Setting the TTL to zero will tell Cloudfront to not cache your items and get the latest from your server on every request. This sort of defeats the purpose of Cloudfront, so you should have a TTL set. How often do you videos change? Usually we cache them for 2 years and then if we create a new video we either invalidate the cache or create a new versioned folder with the new videos. You get 1000 invalidations per month, so if you're not worried about changing out more than 1000 videos a month, you can just invalidate.
Note: Invalidating can take 30 mins to an hour, so if you need immediate results, this option won't work for you.

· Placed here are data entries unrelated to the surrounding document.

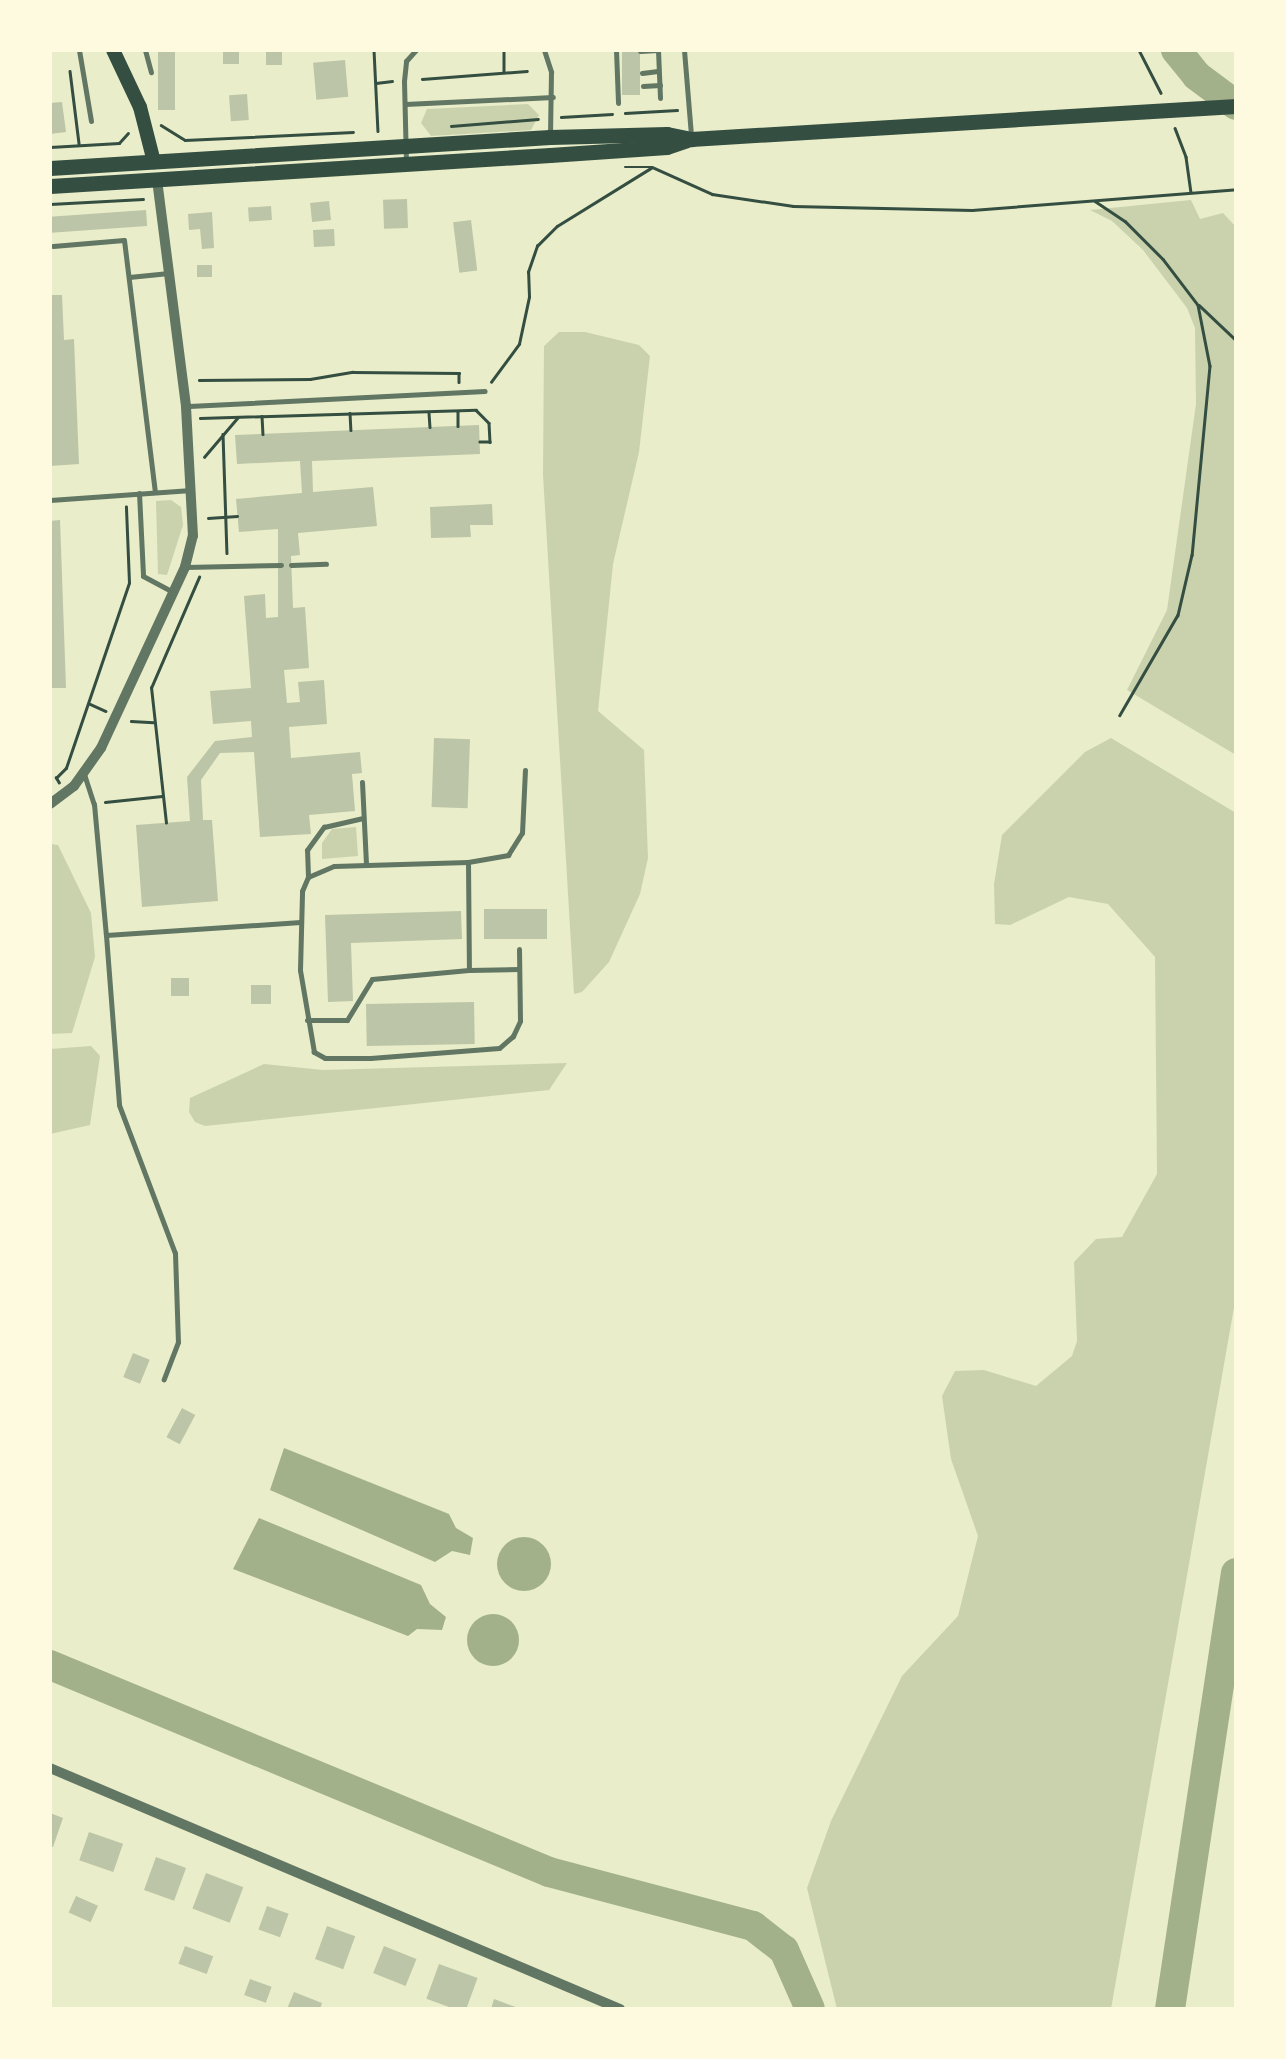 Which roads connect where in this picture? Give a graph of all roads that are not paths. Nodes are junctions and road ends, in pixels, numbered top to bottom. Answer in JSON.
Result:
{"nodes":[{"id":1,"x":79,"y":50,"type":"edge"},
{"id":2,"x":113,"y":50,"type":"edge"},
{"id":3,"x":145,"y":50,"type":"edge"},
{"id":4,"x":416,"y":50,"type":"edge"},
{"id":5,"x":544,"y":50,"type":"edge"},
{"id":6,"x":684,"y":50,"type":"edge"},
{"id":7,"x":618,"y":52,"type":"edge"},
{"id":8,"x":640,"y":52,"type":"edge"},
{"id":9,"x":658,"y":71,"type":"junction"},
{"id":10,"x":151,"y":72,"type":"dead end"},
{"id":11,"x":642,"y":72,"type":"dead end"},
{"id":12,"x":660,"y":85,"type":"junction"},
{"id":13,"x":642,"y":86,"type":"dead end"},
{"id":14,"x":553,"y":98,"type":"junction"},
{"id":15,"x":660,"y":98,"type":"dead end"},
{"id":16,"x":618,"y":103,"type":"dead end"},
{"id":17,"x":405,"y":104,"type":"junction"},
{"id":18,"x":1236,"y":106,"type":"edge"},
{"id":19,"x":91,"y":121,"type":"dead end"},
{"id":20,"x":406,"y":137,"type":"junction"},
{"id":21,"x":550,"y":137,"type":"junction"},
{"id":22,"x":691,"y":138,"type":"junction"},
{"id":23,"x":550,"y":156,"type":"junction"},
{"id":24,"x":154,"y":162,"type":"junction"},
{"id":25,"x":406,"y":164,"type":"junction"},
{"id":26,"x":50,"y":168,"type":"edge"},
{"id":27,"x":156,"y":180,"type":"junction"},
{"id":28,"x":50,"y":186,"type":"edge"},
{"id":29,"x":52,"y":246,"type":"dead end"},
{"id":30,"x":169,"y":273,"type":"junction"},
{"id":31,"x":129,"y":277,"type":"junction"},
{"id":32,"x":485,"y":391,"type":"road end"},
{"id":33,"x":186,"y":406,"type":"junction"},
{"id":34,"x":191,"y":490,"type":"junction"},
{"id":35,"x":155,"y":491,"type":"junction"},
{"id":36,"x":139,"y":493,"type":"junction"},
{"id":37,"x":50,"y":500,"type":"edge"},
{"id":38,"x":326,"y":564,"type":"dead end"},
{"id":39,"x":281,"y":565,"type":"dead end"},
{"id":40,"x":291,"y":565,"type":"dead end"},
{"id":41,"x":186,"y":567,"type":"junction"},
{"id":42,"x":173,"y":592,"type":"junction"},
{"id":43,"x":525,"y":770,"type":"dead end"},
{"id":44,"x":84,"y":774,"type":"junction"},
{"id":45,"x":362,"y":782,"type":"dead end"},
{"id":46,"x":50,"y":804,"type":"edge"},
{"id":47,"x":364,"y":818,"type":"junction"},
{"id":48,"x":468,"y":862,"type":"junction"},
{"id":49,"x":366,"y":865,"type":"junction"},
{"id":50,"x":308,"y":877,"type":"junction"},
{"id":51,"x":301,"y":922,"type":"junction"},
{"id":52,"x":106,"y":935,"type":"junction"},
{"id":53,"x":519,"y":949,"type":"dead end"},
{"id":54,"x":519,"y":969,"type":"junction"},
{"id":55,"x":470,"y":970,"type":"junction"},
{"id":56,"x":306,"y":1020,"type":"junction"},
{"id":57,"x":164,"y":1379,"type":"dead end"},
{"id":58,"x":50,"y":1768,"type":"edge"},
{"id":59,"x":618,"y":2007,"type":"edge"}],
"edges":[{"from":1,"to":19,"type":"lane"},
{"from":2,"to":24,"type":"main road"},
{"from":3,"to":10,"type":"lane"},
{"from":4,"to":17,"type":"lane"},
{"from":5,"to":14,"type":"lane"},
{"from":6,"to":22,"type":"lane"},
{"from":7,"to":16,"type":"lane"},
{"from":8,"to":9,"type":"lane"},
{"from":9,"to":11,"type":"lane"},
{"from":9,"to":12,"type":"lane"},
{"from":12,"to":13,"type":"lane"},
{"from":12,"to":15,"type":"lane"},
{"from":14,"to":17,"type":"lane"},
{"from":14,"to":21,"type":"lane"},
{"from":17,"to":20,"type":"lane"},
{"from":18,"to":22,"type":"main road"},
{"from":20,"to":21,"type":"main road"},
{"from":20,"to":24,"type":"main road"},
{"from":20,"to":25,"type":"lane"},
{"from":21,"to":22,"type":"main road"},
{"from":21,"to":23,"type":"lane"},
{"from":22,"to":23,"type":"main road"},
{"from":23,"to":25,"type":"main road"},
{"from":24,"to":26,"type":"main road"},
{"from":24,"to":27,"type":"main road"},
{"from":25,"to":27,"type":"main road"},
{"from":27,"to":28,"type":"main road"},
{"from":27,"to":30,"type":"street"},
{"from":29,"to":31,"type":"lane"},
{"from":30,"to":31,"type":"lane"},
{"from":30,"to":33,"type":"street"},
{"from":31,"to":35,"type":"lane"},
{"from":32,"to":33,"type":"lane"},
{"from":33,"to":34,"type":"street"},
{"from":34,"to":35,"type":"lane"},
{"from":34,"to":41,"type":"street"},
{"from":35,"to":36,"type":"lane"},
{"from":36,"to":37,"type":"lane"},
{"from":36,"to":42,"type":"lane"},
{"from":38,"to":40,"type":"lane"},
{"from":39,"to":41,"type":"lane"},
{"from":41,"to":42,"type":"street"},
{"from":42,"to":44,"type":"street"},
{"from":43,"to":48,"type":"lane"},
{"from":44,"to":46,"type":"street"},
{"from":44,"to":52,"type":"lane"},
{"from":45,"to":47,"type":"lane"},
{"from":47,"to":49,"type":"lane"},
{"from":47,"to":50,"type":"lane"},
{"from":48,"to":49,"type":"lane"},
{"from":48,"to":55,"type":"lane"},
{"from":49,"to":50,"type":"lane"},
{"from":50,"to":51,"type":"lane"},
{"from":51,"to":52,"type":"lane"},
{"from":51,"to":56,"type":"lane"},
{"from":52,"to":57,"type":"lane"},
{"from":53,"to":54,"type":"lane"},
{"from":54,"to":55,"type":"lane"},
{"from":54,"to":56,"type":"lane"},
{"from":55,"to":56,"type":"lane"},
{"from":58,"to":59,"type":"street"}]}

Thanks RareBrds, I just set up Amazon Cloudfront for the first time, trying to get acclimated. Sorry to ask a dumb question but I have about 30 videos which will not change, they all range between 100 and 250 megabytes and are 5 to 12 minutes long most in .m4v format a few .mov. My channel is a Instructional Guitar channel. What would you think the TTL should be set to,
if you're not going to change out the files, then I would set it for at least a month. Cloudfront will respect your headers and won't go back to the origin to check for an update. If you're for certain the files will NEVER change, then I would set it to 2 years. This doesn't reduce the costs of your CloudFront or S3 buckets, it's just so that videos will always be located at the edge zones and be available to your customers faster.
Thanks very much for your response, I might add a video every few weeks but not removing any of the videos so the numbers of Videos will increase and I will not remove. Would you think it a good idea to use expires field like this, Sat, 30 Jun 2012 23:59:59 GMT
I am looking for some tutorials on cache as it pertains to the cloud environment.
Will using the cache increase your monthly rate because you are using resources?